▶ [Source material]:
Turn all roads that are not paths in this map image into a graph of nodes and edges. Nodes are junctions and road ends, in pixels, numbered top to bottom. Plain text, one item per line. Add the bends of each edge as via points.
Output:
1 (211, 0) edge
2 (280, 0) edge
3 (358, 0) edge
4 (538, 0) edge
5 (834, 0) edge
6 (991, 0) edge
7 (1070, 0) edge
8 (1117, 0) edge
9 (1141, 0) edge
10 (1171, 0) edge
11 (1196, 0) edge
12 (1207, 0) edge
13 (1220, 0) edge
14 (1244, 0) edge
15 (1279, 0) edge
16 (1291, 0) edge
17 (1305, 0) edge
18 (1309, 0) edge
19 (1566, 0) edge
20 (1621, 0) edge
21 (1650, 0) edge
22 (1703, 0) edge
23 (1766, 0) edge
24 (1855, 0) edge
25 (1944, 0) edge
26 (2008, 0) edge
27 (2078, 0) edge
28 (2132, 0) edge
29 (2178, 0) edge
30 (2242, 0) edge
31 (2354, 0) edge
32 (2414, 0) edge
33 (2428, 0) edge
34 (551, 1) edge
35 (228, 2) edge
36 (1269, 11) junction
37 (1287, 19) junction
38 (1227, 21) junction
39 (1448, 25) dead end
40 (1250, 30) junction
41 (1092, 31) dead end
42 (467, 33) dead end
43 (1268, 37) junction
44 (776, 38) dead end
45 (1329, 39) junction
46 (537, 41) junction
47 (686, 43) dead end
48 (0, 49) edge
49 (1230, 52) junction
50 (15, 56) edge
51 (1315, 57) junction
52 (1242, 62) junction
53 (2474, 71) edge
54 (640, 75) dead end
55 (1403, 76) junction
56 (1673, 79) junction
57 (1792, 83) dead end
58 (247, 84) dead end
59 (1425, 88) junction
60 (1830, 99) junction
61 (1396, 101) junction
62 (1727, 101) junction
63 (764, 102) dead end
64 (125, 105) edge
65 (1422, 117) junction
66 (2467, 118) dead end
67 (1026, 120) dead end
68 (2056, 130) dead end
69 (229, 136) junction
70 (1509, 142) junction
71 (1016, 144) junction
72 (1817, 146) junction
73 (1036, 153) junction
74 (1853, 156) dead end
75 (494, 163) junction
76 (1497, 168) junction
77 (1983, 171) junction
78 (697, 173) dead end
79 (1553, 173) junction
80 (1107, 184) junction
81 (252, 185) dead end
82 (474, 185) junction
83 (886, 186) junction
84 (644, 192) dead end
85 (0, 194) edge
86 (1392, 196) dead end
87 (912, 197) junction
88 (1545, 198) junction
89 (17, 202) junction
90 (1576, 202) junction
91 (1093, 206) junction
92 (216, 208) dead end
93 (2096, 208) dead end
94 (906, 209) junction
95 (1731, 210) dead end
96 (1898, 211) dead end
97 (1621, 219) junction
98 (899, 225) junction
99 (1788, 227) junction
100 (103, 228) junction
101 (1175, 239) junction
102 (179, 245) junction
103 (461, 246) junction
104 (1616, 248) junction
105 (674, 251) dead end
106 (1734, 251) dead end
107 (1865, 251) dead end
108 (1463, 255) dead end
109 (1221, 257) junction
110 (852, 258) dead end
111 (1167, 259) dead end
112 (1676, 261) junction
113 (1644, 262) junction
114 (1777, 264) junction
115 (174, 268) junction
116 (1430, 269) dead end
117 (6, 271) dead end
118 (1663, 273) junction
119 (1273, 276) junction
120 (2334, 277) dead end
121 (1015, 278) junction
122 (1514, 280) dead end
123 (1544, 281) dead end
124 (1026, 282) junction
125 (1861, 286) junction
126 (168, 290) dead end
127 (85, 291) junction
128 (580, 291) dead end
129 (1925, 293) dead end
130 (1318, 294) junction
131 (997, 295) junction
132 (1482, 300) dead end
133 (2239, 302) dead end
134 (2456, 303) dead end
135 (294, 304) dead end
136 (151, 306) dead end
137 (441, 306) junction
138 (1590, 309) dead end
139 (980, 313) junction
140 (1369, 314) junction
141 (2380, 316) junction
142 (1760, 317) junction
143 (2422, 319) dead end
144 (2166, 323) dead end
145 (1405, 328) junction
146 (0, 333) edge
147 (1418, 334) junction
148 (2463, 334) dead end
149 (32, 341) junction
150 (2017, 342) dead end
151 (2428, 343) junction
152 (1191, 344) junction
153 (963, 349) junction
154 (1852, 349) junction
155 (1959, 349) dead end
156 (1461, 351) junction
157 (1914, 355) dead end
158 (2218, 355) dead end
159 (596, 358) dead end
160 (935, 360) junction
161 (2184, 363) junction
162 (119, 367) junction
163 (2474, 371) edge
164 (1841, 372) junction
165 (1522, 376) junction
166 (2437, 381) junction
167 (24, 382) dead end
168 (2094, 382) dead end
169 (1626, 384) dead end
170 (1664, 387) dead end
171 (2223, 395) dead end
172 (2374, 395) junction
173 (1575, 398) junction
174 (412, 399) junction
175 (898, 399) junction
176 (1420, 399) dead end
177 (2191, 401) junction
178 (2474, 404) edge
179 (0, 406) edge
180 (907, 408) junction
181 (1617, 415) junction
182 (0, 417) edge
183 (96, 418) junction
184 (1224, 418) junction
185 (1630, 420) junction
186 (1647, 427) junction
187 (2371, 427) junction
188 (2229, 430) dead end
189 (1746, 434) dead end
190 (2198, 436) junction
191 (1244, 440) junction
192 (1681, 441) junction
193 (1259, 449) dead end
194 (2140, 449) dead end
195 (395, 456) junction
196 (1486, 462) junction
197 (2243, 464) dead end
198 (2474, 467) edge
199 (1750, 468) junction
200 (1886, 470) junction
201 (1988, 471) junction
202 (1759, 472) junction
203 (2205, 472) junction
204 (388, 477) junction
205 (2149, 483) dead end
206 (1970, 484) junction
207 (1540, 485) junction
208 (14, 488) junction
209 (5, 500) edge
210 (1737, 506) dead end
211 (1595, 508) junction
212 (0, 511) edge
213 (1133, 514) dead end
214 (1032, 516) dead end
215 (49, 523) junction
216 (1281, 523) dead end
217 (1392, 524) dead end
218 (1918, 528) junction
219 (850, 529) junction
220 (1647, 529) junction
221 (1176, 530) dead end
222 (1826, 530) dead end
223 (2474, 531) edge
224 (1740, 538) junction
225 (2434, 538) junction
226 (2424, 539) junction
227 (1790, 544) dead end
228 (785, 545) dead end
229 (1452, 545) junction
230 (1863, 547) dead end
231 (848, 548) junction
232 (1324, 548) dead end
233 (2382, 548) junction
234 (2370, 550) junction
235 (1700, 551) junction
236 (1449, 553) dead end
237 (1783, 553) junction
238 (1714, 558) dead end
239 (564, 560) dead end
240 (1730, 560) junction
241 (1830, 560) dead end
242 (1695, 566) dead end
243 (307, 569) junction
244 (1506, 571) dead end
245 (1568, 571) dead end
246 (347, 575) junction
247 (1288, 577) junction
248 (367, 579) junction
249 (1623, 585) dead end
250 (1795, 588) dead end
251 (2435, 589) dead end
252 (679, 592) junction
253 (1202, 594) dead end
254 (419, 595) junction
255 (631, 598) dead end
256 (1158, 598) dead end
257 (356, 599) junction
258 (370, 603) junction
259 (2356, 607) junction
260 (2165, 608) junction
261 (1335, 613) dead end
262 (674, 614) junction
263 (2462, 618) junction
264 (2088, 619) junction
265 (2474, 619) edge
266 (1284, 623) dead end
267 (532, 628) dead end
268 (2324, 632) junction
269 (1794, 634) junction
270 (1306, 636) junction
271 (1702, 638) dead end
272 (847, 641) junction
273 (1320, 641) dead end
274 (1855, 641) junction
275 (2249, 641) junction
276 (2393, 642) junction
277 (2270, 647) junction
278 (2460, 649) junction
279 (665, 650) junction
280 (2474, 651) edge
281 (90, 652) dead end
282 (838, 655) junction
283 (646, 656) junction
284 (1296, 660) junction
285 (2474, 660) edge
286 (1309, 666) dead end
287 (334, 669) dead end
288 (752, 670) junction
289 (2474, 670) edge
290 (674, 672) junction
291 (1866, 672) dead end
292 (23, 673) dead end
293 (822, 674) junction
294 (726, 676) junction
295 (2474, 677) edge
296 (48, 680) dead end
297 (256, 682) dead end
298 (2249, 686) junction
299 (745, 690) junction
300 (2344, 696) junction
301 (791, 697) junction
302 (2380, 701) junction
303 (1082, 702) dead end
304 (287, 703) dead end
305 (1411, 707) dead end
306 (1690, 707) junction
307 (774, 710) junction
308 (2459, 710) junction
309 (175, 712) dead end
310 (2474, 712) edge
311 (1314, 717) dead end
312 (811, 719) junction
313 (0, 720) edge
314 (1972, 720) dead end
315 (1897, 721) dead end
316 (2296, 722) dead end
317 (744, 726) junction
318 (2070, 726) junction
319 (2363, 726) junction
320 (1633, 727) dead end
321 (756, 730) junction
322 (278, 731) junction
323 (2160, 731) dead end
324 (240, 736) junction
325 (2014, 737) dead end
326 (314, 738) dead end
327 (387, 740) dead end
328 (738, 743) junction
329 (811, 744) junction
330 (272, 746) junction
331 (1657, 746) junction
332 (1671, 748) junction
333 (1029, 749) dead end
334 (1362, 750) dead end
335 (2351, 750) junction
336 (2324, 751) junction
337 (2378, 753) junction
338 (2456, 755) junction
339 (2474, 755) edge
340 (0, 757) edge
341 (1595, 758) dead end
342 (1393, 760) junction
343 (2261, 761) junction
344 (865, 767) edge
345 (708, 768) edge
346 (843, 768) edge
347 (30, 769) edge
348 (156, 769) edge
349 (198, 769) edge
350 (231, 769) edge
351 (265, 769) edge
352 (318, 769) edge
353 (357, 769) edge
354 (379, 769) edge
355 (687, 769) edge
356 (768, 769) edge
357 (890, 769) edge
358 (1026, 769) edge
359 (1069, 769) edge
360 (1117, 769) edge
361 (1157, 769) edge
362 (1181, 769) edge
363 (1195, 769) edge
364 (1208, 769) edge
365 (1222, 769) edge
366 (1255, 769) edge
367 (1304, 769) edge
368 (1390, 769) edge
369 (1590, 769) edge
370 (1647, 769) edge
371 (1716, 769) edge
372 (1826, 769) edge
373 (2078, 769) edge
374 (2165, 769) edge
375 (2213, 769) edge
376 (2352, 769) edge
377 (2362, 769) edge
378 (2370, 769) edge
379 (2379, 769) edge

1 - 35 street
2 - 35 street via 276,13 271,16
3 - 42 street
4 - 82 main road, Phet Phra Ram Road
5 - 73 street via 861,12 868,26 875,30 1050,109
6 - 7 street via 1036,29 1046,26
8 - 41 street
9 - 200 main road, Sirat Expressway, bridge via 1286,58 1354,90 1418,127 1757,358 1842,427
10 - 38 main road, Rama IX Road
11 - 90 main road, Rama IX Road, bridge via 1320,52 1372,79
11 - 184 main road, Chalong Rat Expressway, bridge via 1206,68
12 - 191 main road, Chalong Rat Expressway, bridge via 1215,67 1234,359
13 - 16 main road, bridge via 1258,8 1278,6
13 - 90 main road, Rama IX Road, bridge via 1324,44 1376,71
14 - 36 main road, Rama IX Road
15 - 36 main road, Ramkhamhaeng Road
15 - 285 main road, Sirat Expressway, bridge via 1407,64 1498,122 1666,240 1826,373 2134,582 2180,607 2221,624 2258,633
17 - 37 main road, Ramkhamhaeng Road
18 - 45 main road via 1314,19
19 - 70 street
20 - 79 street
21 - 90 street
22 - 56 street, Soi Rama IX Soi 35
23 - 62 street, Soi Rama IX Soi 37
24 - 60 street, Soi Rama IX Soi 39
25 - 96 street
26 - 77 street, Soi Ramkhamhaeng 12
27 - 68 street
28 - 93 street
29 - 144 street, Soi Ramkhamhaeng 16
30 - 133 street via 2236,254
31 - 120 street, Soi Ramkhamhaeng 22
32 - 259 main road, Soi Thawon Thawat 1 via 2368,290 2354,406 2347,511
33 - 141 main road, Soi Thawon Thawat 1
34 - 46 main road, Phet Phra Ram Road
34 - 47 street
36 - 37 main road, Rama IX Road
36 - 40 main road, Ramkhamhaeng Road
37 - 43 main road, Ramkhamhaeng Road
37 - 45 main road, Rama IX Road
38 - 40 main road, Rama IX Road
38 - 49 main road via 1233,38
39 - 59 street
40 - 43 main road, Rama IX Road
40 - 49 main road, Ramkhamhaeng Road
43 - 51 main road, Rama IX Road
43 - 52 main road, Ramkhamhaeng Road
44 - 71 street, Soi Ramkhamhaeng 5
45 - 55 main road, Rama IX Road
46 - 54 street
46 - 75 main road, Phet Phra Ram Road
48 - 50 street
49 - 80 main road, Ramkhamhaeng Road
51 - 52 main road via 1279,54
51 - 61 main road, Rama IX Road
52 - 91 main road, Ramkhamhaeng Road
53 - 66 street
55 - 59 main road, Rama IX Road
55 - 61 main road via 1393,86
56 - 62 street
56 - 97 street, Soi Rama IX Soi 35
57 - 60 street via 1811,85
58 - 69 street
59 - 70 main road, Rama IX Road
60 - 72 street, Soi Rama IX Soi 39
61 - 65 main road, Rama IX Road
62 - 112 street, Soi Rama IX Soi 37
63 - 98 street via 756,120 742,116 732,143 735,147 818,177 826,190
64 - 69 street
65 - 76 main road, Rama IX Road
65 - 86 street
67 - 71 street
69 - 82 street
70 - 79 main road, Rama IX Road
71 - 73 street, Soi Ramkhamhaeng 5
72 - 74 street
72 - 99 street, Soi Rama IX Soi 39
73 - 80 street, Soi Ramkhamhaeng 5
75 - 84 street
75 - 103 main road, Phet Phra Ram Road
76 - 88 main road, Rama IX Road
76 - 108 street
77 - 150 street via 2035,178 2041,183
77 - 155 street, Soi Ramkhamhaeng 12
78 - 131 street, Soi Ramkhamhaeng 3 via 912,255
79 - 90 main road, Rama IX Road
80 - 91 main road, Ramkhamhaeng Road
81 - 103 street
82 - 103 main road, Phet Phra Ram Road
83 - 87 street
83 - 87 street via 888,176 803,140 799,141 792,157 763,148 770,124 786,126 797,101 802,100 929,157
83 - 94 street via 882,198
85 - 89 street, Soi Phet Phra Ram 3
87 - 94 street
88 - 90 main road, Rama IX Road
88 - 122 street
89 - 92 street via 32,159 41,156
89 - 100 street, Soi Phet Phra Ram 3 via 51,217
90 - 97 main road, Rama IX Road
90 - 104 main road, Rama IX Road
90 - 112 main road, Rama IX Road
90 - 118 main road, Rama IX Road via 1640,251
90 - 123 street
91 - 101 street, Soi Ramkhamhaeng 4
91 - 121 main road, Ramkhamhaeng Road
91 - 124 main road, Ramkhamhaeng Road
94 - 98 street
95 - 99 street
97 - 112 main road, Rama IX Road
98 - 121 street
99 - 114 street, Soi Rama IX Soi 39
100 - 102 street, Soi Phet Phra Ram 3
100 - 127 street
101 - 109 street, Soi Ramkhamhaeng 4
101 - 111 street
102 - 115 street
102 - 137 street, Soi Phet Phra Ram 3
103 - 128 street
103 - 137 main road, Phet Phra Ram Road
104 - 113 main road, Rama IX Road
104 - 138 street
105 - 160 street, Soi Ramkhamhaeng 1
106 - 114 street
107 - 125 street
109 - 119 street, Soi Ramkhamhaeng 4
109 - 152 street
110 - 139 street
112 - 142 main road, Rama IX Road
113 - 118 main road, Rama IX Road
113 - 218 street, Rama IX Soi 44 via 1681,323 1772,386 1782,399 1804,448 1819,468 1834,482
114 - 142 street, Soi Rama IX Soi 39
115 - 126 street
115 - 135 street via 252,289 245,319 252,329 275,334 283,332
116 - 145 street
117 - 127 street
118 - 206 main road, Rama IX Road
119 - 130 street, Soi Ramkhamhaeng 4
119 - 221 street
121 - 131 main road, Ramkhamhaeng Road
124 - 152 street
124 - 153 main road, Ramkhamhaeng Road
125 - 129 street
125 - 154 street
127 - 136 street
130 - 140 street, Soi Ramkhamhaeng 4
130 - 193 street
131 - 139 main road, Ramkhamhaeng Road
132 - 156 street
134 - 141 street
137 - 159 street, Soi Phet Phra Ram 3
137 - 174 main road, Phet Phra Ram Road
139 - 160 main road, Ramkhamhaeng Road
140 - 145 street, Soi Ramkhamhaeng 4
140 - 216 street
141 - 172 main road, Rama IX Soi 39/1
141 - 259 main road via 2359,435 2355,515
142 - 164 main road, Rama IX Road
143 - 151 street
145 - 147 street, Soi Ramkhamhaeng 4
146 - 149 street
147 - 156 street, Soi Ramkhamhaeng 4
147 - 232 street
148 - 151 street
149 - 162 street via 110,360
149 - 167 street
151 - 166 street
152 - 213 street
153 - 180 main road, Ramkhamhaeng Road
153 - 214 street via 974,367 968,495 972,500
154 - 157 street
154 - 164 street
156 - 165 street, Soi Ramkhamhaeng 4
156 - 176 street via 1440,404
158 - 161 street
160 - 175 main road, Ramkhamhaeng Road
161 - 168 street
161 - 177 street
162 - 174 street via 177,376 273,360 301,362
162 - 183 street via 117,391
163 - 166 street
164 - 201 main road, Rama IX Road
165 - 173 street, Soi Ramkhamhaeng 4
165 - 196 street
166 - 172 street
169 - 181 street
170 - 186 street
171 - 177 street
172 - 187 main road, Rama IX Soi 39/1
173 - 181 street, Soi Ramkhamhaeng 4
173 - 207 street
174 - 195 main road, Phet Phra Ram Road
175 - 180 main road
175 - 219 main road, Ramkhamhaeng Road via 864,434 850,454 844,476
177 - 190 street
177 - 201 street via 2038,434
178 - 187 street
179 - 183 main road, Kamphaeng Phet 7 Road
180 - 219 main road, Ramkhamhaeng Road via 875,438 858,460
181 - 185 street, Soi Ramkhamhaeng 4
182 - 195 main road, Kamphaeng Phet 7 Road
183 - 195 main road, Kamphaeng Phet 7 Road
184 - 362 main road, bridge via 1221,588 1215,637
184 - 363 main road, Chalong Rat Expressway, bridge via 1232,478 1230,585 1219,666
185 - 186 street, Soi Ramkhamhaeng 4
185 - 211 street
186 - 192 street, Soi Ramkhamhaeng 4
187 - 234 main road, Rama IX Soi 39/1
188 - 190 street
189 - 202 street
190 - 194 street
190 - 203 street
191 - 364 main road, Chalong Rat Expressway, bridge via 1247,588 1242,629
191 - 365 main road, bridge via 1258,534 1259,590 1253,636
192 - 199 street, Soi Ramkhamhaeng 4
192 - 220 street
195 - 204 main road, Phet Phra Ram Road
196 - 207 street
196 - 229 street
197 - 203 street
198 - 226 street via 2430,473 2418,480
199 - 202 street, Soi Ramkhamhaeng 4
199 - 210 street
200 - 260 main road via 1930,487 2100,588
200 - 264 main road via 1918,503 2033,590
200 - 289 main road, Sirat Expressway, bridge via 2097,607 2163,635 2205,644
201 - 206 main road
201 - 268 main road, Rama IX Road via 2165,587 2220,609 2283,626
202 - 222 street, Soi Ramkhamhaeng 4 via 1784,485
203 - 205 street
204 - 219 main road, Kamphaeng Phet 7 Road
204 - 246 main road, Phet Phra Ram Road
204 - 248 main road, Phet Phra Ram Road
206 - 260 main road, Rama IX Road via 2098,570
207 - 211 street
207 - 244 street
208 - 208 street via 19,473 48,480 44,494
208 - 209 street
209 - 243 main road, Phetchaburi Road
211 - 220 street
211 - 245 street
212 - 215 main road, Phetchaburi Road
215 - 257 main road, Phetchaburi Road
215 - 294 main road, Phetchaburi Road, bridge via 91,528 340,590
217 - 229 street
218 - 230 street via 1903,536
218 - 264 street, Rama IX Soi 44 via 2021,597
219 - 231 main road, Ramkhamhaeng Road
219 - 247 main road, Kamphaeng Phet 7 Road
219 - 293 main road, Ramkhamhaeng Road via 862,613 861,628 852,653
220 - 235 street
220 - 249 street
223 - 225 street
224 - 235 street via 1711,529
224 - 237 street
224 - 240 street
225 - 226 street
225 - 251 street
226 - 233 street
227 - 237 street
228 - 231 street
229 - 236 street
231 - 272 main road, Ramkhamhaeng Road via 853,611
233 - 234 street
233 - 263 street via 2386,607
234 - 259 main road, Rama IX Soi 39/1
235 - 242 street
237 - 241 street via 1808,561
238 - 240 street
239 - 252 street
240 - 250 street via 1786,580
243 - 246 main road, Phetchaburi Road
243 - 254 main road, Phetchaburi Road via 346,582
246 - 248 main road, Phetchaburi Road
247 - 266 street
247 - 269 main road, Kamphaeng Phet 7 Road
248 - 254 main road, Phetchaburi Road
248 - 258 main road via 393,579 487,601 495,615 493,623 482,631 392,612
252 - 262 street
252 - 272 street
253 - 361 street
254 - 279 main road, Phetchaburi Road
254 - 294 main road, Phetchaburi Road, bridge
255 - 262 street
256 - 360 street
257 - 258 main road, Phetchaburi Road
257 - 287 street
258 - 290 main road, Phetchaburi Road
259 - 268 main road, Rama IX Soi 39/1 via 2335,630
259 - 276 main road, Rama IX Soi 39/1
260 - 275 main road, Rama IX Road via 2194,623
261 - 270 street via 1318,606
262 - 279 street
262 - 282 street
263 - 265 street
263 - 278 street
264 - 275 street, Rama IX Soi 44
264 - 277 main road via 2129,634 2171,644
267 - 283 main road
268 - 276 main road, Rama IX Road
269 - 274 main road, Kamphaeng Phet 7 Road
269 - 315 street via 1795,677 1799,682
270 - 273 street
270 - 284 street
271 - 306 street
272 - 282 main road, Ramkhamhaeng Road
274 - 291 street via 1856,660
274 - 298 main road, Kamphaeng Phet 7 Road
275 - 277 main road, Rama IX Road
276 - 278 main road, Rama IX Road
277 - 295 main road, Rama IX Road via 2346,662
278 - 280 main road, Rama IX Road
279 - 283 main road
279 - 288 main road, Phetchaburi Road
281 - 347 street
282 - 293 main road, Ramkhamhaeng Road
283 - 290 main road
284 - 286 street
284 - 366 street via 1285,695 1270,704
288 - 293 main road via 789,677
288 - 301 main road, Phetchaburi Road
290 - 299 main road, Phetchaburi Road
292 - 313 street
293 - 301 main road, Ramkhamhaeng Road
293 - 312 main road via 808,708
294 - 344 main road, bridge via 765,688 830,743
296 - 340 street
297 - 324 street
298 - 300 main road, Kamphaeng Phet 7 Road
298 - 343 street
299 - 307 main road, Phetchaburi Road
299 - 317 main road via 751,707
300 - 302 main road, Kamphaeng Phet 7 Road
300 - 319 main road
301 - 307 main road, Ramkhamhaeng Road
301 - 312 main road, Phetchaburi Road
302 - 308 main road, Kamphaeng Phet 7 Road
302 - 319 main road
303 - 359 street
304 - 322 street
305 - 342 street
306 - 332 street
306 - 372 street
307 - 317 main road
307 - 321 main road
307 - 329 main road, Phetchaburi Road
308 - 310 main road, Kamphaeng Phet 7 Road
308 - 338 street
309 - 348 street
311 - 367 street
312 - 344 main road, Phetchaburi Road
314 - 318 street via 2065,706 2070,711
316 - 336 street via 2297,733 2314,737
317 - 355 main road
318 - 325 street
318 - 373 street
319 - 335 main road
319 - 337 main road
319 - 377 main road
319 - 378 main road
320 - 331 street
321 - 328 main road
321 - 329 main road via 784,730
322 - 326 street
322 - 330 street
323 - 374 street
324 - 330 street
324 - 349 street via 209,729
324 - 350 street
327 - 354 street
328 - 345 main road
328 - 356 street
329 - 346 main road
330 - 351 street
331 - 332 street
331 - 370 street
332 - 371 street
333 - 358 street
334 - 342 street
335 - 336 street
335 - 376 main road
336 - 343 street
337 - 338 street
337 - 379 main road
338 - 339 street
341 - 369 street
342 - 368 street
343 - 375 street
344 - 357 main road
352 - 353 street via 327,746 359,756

▶ [Assignment]: Among the lines of the material above, find those with the word "Expressway". Copy each one.

▶ [Answer space]:
9 - 200 main road, Sirat Expressway, bridge via 1286,58 1354,90 1418,127 1757,358 1842,427
11 - 184 main road, Chalong Rat Expressway, bridge via 1206,68
12 - 191 main road, Chalong Rat Expressway, bridge via 1215,67 1234,359
15 - 285 main road, Sirat Expressway, bridge via 1407,64 1498,122 1666,240 1826,373 2134,582 2180,607 2221,624 2258,633
184 - 363 main road, Chalong Rat Expressway, bridge via 1232,478 1230,585 1219,666
191 - 364 main road, Chalong Rat Expressway, bridge via 1247,588 1242,629
200 - 289 main road, Sirat Expressway, bridge via 2097,607 2163,635 2205,644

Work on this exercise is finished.